With all of these useful instants, Mystical Teachings seems quite interesting. You can tutor up Suffer the Past, Time Stop, counters, removal of various sorts, and bounce. I decided to add Blue Sun’s Zenith as a useful target. Since it shuffles back in after being played, the flashback on the Teachings can get it a second time. I also liked bounce enough to toss in both Capsize and Aetherize. I am particularly fond of Aetherize for its ability to bounce a lot of creatures at once. They don’t even have to be attacking you; you can bounce one enemy’s force that is attacking another’s. (Can you play it after damage is dealt to bounce the surviving attackers? I think so, but I’d want verification from a judge on that. After they changed the combat rules, I am not as sure on things as I used to be).

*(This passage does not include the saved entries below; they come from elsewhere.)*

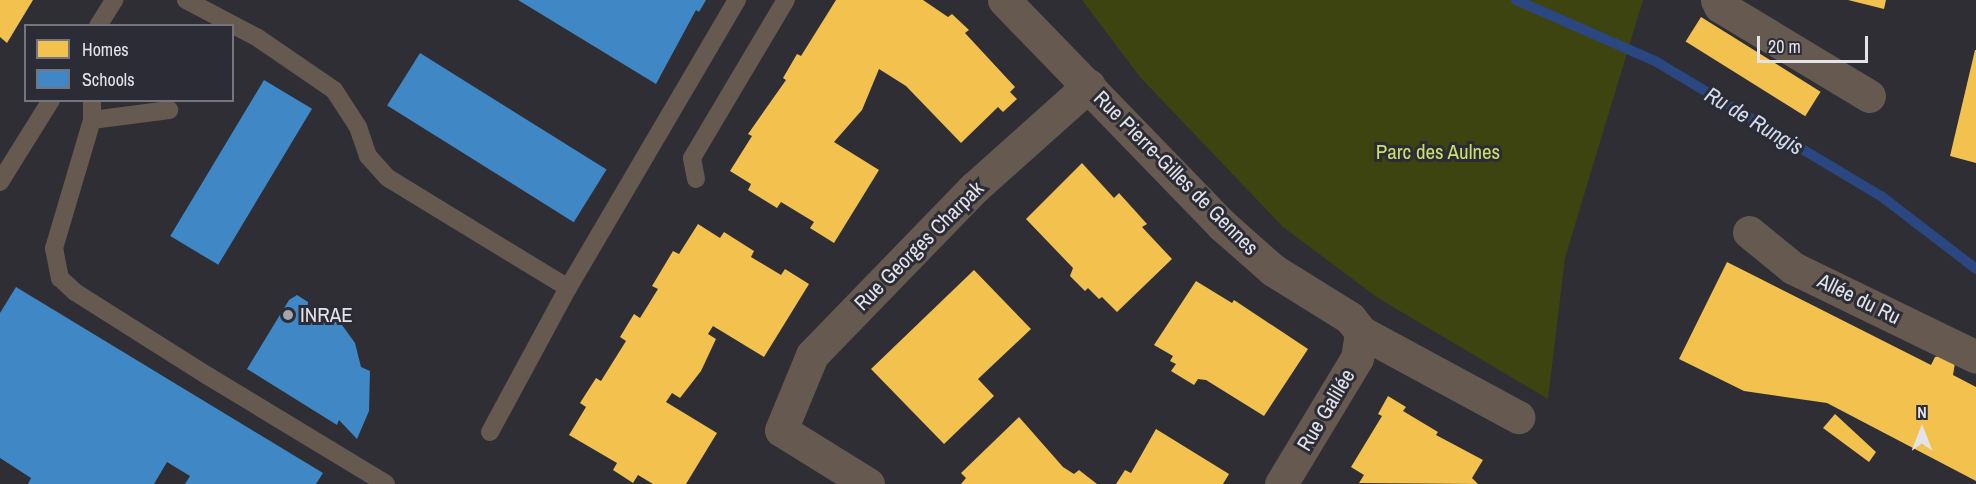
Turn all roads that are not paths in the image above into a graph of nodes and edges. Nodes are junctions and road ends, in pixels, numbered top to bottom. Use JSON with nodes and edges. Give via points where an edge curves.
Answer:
{"nodes":[{"id":1,"x":114,"y":0,"type":"edge"},
{"id":2,"x":186,"y":0,"type":"edge"},
{"id":3,"x":737,"y":0,"type":"edge"},
{"id":4,"x":786,"y":0,"type":"edge"},
{"id":5,"x":1004,"y":0,"type":"edge"},
{"id":6,"x":1717,"y":0,"type":"edge"},
{"id":7,"x":99,"y":24,"type":"edge"},
{"id":8,"x":231,"y":24,"type":"edge"},
{"id":9,"x":234,"y":25,"type":"edge"},
{"id":10,"x":1089,"y":85,"type":"junction"},
{"id":11,"x":1869,"y":96,"type":"dead end"},
{"id":12,"x":50,"y":102,"type":"edge"},
{"id":13,"x":92,"y":102,"type":"edge"},
{"id":14,"x":169,"y":110,"type":"dead end"},
{"id":15,"x":92,"y":120,"type":"junction"},
{"id":16,"x":696,"y":179,"type":"dead end"},
{"id":17,"x":0,"y":182,"type":"edge"},
{"id":18,"x":1749,"y":232,"type":"dead end"},
{"id":19,"x":568,"y":288,"type":"junction"},
{"id":20,"x":1361,"y":332,"type":"junction"},
{"id":21,"x":1976,"y":357,"type":"edge"},
{"id":22,"x":1518,"y":417,"type":"dead end"},
{"id":23,"x":490,"y":432,"type":"dead end"},
{"id":24,"x":386,"y":484,"type":"edge"},
{"id":25,"x":868,"y":484,"type":"edge"},
{"id":26,"x":1281,"y":484,"type":"edge"}],
"edges":[{"from":1,"to":7,"type":"lane"},
{"from":2,"to":8,"type":"lane"},
{"from":3,"to":19,"type":"lane"},
{"from":4,"to":16,"type":"lane","via":[[692,158]]},
{"from":5,"to":10,"type":"street","name":"Rue Pierre-Gilles de Gennes"},
{"from":6,"to":11,"type":"street","via":[[1720,6]]},
{"from":9,"to":19,"type":"lane","via":[[334,90],[358,127],[368,156],[388,178]]},
{"from":10,"to":20,"type":"street","name":"Rue Pierre-Gilles de Gennes","via":[[1222,225],[1273,270],[1350,318]]},
{"from":10,"to":25,"type":"street","name":"Rue Georges Charpak","via":[[974,189],[812,355],[781,430]]},
{"from":12,"to":17,"type":"lane"},
{"from":13,"to":15,"type":"lane"},
{"from":14,"to":15,"type":"lane"},
{"from":15,"to":24,"type":"lane","via":[[54,248],[56,270],[66,285]]},
{"from":18,"to":21,"type":"street","name":"Allée du Ru","via":[[1793,268]]},
{"from":19,"to":23,"type":"lane"},
{"from":20,"to":22,"type":"street","name":"Rue Pierre-Gilles de Gennes"},
{"from":20,"to":26,"type":"street","name":"Rue Galilée","via":[[1357,358]]}]}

The Staff of Nin joins the deck as a nice card-drawing artifact that can occasionally tap to do some damage to things. I wanted a bit of reanimation and looked to three cards to help. Oversold Cemetery is brokenly great and jumped right in. Both Dread Return and Rise from the Grave were added as well. I always enjoy a bit of reanimation in my decks.

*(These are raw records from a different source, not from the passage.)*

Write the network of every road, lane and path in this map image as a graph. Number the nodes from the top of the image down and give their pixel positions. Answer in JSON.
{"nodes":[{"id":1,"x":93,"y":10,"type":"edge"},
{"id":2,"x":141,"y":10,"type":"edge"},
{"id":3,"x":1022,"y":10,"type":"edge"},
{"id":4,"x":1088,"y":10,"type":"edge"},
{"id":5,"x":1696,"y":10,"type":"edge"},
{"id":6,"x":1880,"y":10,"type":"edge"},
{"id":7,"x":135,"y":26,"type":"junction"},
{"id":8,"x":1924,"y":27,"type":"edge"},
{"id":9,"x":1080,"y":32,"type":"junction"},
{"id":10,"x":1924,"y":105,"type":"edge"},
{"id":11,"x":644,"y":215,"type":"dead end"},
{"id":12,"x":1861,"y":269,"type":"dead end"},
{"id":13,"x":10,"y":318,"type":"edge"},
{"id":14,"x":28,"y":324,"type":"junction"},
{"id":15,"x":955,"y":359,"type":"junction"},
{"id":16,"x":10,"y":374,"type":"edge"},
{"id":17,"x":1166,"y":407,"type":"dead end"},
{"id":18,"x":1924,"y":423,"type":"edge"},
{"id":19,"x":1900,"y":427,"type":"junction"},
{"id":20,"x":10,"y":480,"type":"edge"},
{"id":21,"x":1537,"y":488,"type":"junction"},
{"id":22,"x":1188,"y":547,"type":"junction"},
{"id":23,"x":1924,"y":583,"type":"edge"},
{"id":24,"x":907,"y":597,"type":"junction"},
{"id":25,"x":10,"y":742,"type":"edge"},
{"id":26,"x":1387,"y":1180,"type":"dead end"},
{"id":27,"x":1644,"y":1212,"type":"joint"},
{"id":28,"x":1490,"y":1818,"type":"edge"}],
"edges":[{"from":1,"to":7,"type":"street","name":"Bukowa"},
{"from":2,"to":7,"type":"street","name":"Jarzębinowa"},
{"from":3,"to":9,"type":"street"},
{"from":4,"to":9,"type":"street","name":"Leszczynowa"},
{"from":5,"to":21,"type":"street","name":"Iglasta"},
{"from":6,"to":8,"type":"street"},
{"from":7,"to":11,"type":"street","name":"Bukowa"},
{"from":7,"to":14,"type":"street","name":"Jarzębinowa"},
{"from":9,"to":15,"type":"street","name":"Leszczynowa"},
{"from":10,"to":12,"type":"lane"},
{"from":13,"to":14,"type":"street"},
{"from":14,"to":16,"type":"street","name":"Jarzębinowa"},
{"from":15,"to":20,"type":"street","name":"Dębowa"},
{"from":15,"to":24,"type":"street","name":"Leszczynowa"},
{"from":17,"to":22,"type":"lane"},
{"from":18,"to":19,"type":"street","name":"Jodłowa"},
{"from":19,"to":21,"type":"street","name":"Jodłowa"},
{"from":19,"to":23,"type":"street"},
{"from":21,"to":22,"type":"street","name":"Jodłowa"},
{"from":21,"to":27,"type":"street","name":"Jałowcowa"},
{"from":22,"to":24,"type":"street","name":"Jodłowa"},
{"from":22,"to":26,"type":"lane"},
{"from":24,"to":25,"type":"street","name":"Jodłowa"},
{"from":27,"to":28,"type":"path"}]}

As my nonlands began to fill up, I saw a few slots that needed some fleshing out. Praetor’s Grasp is a fine card to play any card from another deck. It gives the deck options it might not have. Another strong card for doing that is Knowledge Exploitation. The Exploitation plays a sorcery or instant now without paying mana. The Grasp can get any card, you can play it whenever, but you still have to pay the mana. Both are solid options. (In fact, I liked this general idea so much I even added Acquire to tutor an opposing deck for an artifact right onto our own battlefield).

I felt we needed a bit of protection, so in went Lightning Greaves to help my creatures. I haven’t had a lot of time to play with it yet, but Aetherling looks strong, so in it went. Tamiyo is a perfectly acceptable ‘walker at locking down stuff that I don’t like. She arrived as a capable ally for our next Commander match. I even found room for the original Phyrexian Arena.

I didn’t have a lot of great options for mana. Wanting some more creatures, I added both Dimir Keyrune and Creeping Tar Pit. I considered other manlands, like Dread Statuary and Mutavault, but kept them out for mana purposes. I did add both copying lands: Vesuva and Thespian’s Stage. They can copy lands and add value to the deck either as utility lands or as mana. There’s almost always either mana land I really want out (like Command Tower) or a land like Maze of Ith. Speaking of Mazes, Mystifying Maze was dropped into the deck to help out with defense. Then I called it a deck and wrapped it up with the usual suspects to help out.

The result is a deck that is almost as powerful as the first. Its creatures can go toe-to-toe with the first deck’s, and its spells can as well. Sure, it doesn’t have Damnation, Desertion, Fact or Fiction, or Exsanguinate. But it does have Suffer the Past, Life’s Finale, Blue Sun’s Zenith, and Dissipate. The addition of cards like Reins of Power, Oversold Cemetery, Praetor’s Grasp, Steel Hellkite, and Nim Deathmantle reveal that Commander decks have a lot more potent cards than many realize. You can safely dig deep into your card collection in order to find cards that are every bit as good as the so-called "powerhouses" and "heavy hitters" of the format. You can trade blows with Consecrated Sphinx; Mind’s Eye; and Teferi, Mage of Zhalfir.

I hope that you enjoyed this look at the Next 100 Project!